第5話【それでも、先へ】

 自分の夢を語れる大人になりたいと思った。

 昔の自分や、隣に立つ彼女に胸を張りたい。

「シュウちゃんは格好いい大人ですよ」

 涼香はそう言う。だが、目指すものが消え、それでも進むかと問うたとき、手が震えた。

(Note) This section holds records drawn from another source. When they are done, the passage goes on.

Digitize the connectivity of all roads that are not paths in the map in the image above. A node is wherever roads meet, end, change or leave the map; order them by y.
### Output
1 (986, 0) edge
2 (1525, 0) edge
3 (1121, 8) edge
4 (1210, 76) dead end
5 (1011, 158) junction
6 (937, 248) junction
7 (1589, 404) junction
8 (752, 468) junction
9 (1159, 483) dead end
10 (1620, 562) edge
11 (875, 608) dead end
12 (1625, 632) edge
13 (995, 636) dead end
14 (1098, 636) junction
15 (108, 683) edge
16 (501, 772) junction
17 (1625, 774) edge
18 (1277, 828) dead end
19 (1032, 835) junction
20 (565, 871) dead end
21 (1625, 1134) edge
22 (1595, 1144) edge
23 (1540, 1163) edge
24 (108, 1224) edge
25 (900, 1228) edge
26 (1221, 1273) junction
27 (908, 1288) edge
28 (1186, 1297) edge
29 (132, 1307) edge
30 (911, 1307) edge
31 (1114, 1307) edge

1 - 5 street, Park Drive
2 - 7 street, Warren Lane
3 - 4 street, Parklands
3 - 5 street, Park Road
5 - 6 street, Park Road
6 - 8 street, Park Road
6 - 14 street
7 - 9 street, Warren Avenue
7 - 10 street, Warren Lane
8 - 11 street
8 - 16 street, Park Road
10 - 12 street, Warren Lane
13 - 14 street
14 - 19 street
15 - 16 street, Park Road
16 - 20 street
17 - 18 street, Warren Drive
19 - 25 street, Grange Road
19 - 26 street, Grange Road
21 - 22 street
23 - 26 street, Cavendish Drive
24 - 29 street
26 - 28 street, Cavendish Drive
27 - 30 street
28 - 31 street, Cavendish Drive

 陽は沈み、夏が過ぎゆく。ボルダリングジムの鍵を開けると、冷めた風が流れ出た。

「半年前がウソみたい」

 足音だけが鳴る静けさのなか、ふたりして無音のルーフを見上げている。

「あ、コレ」

 壁には、ささやかな日の丸の旗。

「貰ったんだ。あの人から」

 視線の先にはひとつの写真立て。彼のそばに女性がいた。涼香の手が強張る。

「か、彼女?」

「退会したよ。敗退の翌日に」

 修司は墨を飲んだ表情で押し黙った。涼香もつい目を伏せる。

 ——だからって。

 涼香は声を絞り出し、言葉を吐いた。

「……私、登ってみたい」

「えっ」

「コレ、登ります。だから手伝って」

 その瞬間だった。

 涼香の言葉が風になって吹き抜けた。

 場は色めき、息づくのを感じた。

「簡単なコースで」

 そしてそれがふわりと、和らぐ。修司はふと眉間がゆるみ、笑った。おもむろに頷く。

「登ろっか。ふたりで」

「はい!」

 涼香は修司に支えられ、手を伸ばし青いホールドを掴んだ。ひとつ、またひとつと登る。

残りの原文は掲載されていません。